§ Your task
Write the entries out again exactly; any picture among them gets left out.

(Data records)

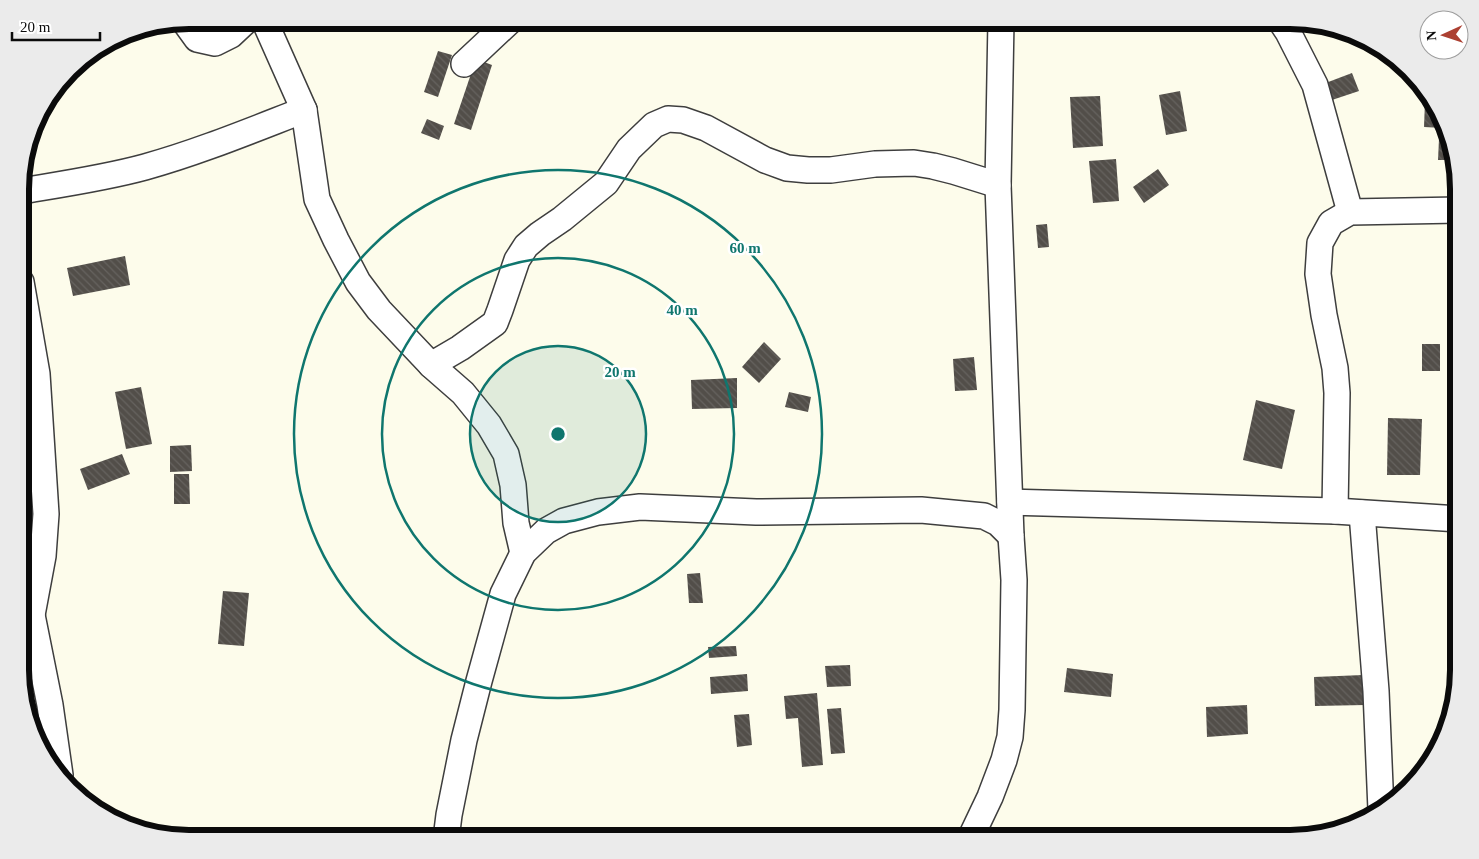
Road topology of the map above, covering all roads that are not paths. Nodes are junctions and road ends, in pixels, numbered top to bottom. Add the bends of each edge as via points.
1 (190, 29) edge
2 (237, 29) edge
3 (268, 29) edge
4 (502, 29) edge
5 (1001, 29) edge
6 (1286, 29) edge
7 (464, 64) dead end
8 (304, 110) junction
9 (998, 186) junction
10 (29, 190) edge
11 (1450, 210) edge
12 (1350, 212) junction
13 (29, 328) edge
14 (432, 365) junction
15 (1010, 502) junction
16 (1335, 511) junction
17 (1362, 513) junction
18 (1450, 518) edge
19 (1011, 536) junction
20 (523, 553) junction
21 (29, 603) edge
22 (29, 618) edge
23 (58, 762) edge
24 (1381, 802) edge
25 (447, 830) edge
26 (974, 830) edge

1 - 2 street via 197,39 215,42
3 - 8 street
4 - 7 street
5 - 9 street
6 - 12 street via 1316,85
8 - 10 street via 145,167
8 - 14 street via 316,199 336,240 358,282 379,310
9 - 14 street via 954,171 914,163 831,170 787,168 765,160 706,128 668,119 654,125 629,149 606,183 526,246 517,260 495,323
9 - 15 street
11 - 12 street
12 - 16 street via 1332,223 1320,243 1318,266 1338,393
13 - 21 street via 37,374 46,514 43,556
14 - 20 street via 463,393 489,425 506,454
15 - 16 street
15 - 19 street
16 - 17 street
17 - 18 street
17 - 24 street
19 - 20 street via 998,523 984,516 921,510 766,512 640,507 598,512 564,521 546,531
19 - 26 street via 1014,580 1010,737 990,798
20 - 25 street via 503,594 479,681
22 - 23 street via 50,705

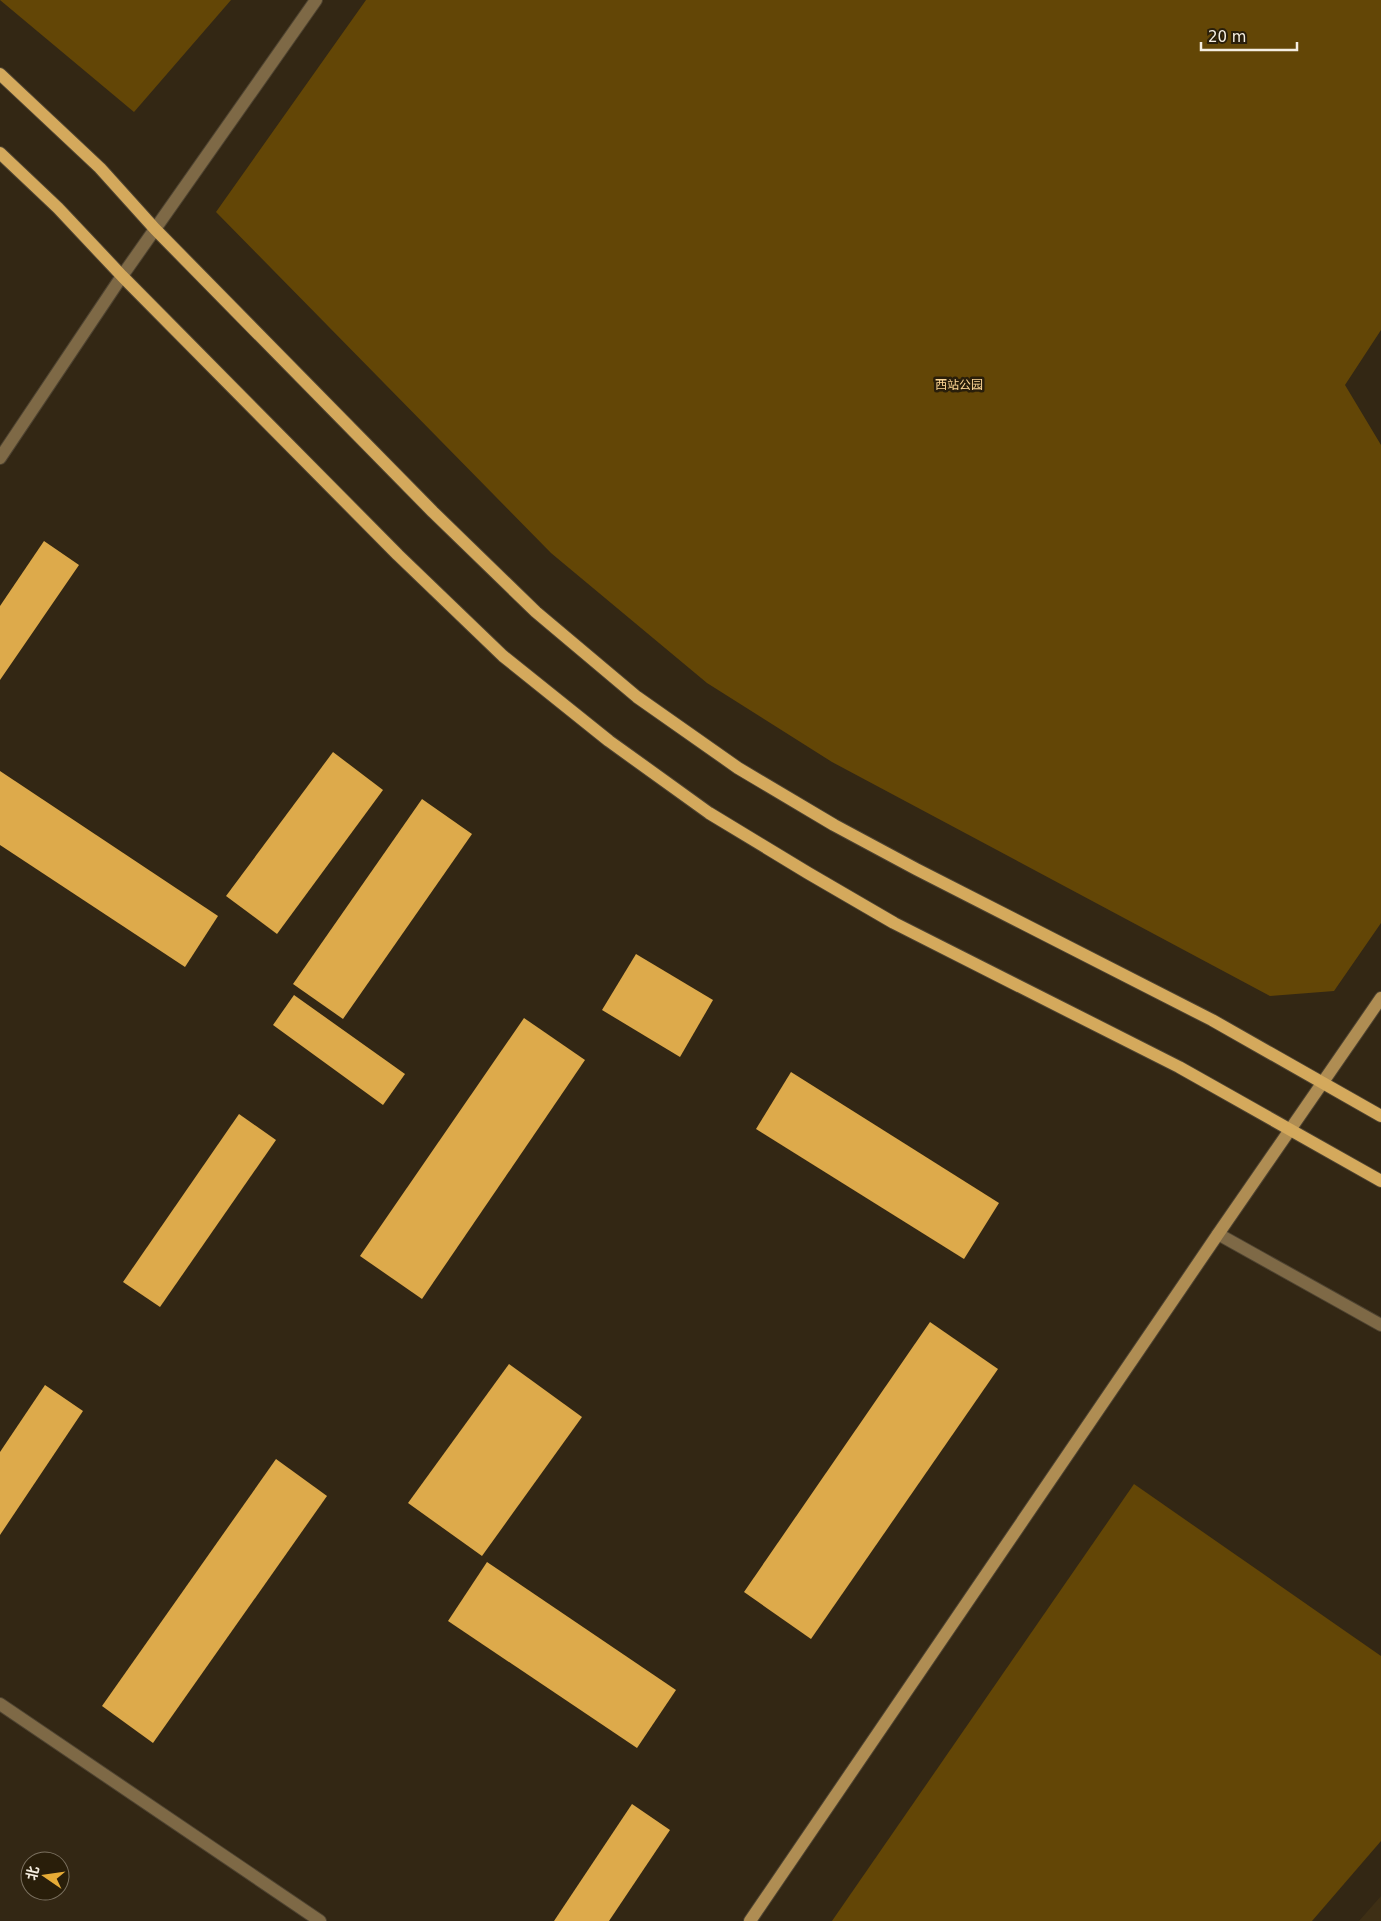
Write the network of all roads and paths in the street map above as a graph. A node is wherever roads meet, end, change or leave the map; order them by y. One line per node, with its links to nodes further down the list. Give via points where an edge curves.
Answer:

§ Problem solution
Road topology of the map above, covering all roads that are not paths. Nodes are junctions and road ends, in pixels, numbered top to bottom. Add the bends of each edge as via points.
1 (190, 29) edge
2 (237, 29) edge
3 (268, 29) edge
4 (502, 29) edge
5 (1001, 29) edge
6 (1286, 29) edge
7 (464, 64) dead end
8 (304, 110) junction
9 (998, 186) junction
10 (29, 190) edge
11 (1450, 210) edge
12 (1350, 212) junction
13 (29, 328) edge
14 (432, 365) junction
15 (1010, 502) junction
16 (1335, 511) junction
17 (1362, 513) junction
18 (1450, 518) edge
19 (1011, 536) junction
20 (523, 553) junction
21 (29, 603) edge
22 (29, 618) edge
23 (58, 762) edge
24 (1381, 802) edge
25 (447, 830) edge
26 (974, 830) edge

1 - 2 street via 197,39 215,42
3 - 8 street
4 - 7 street
5 - 9 street
6 - 12 street via 1316,85
8 - 10 street via 145,167
8 - 14 street via 316,199 336,240 358,282 379,310
9 - 14 street via 954,171 914,163 831,170 787,168 765,160 706,128 668,119 654,125 629,149 606,183 526,246 517,260 495,323
9 - 15 street
11 - 12 street
12 - 16 street via 1332,223 1320,243 1318,266 1338,393
13 - 21 street via 37,374 46,514 43,556
14 - 20 street via 463,393 489,425 506,454
15 - 16 street
15 - 19 street
16 - 17 street
17 - 18 street
17 - 24 street
19 - 20 street via 998,523 984,516 921,510 766,512 640,507 598,512 564,521 546,531
19 - 26 street via 1014,580 1010,737 990,798
20 - 25 street via 503,594 479,681
22 - 23 street via 50,705

Write the network of all roads and paths in the street map above as a graph. A node is wherever roads meet, end, change or leave the map; order them by y. One line per node, with its links to nodes further down the list. Give via points where an edge curves.
Answer:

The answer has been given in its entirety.